** PROBLEM DETAILS **
What is the number of lines below that include "지래울로"? Give that number alone.

Stored data entries:
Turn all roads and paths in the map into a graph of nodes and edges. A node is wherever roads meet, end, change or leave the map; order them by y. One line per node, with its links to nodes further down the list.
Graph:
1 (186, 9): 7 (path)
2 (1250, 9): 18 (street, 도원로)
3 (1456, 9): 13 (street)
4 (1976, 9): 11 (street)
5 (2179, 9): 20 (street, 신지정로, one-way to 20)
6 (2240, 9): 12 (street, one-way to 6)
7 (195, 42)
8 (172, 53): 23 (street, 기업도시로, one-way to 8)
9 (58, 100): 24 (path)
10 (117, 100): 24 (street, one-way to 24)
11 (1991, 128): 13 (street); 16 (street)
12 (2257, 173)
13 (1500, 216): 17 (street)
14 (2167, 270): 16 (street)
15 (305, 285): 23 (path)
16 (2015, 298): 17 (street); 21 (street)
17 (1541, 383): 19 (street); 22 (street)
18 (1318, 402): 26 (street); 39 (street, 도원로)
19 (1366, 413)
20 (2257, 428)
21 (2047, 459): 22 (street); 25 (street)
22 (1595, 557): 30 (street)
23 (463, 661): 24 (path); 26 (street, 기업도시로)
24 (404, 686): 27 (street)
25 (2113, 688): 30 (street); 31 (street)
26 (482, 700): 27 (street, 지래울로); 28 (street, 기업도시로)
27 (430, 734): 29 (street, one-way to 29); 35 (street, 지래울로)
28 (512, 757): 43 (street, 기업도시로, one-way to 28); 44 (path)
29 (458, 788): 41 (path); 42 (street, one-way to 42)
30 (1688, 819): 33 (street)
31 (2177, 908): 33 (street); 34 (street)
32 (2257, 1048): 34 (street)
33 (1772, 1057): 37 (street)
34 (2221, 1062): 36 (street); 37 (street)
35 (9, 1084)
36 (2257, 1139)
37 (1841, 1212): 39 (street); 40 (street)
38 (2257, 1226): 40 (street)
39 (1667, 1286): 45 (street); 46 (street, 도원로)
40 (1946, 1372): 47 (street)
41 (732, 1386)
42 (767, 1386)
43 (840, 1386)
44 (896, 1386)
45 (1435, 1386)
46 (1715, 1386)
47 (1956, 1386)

** EXERCISE OUTPUT **
2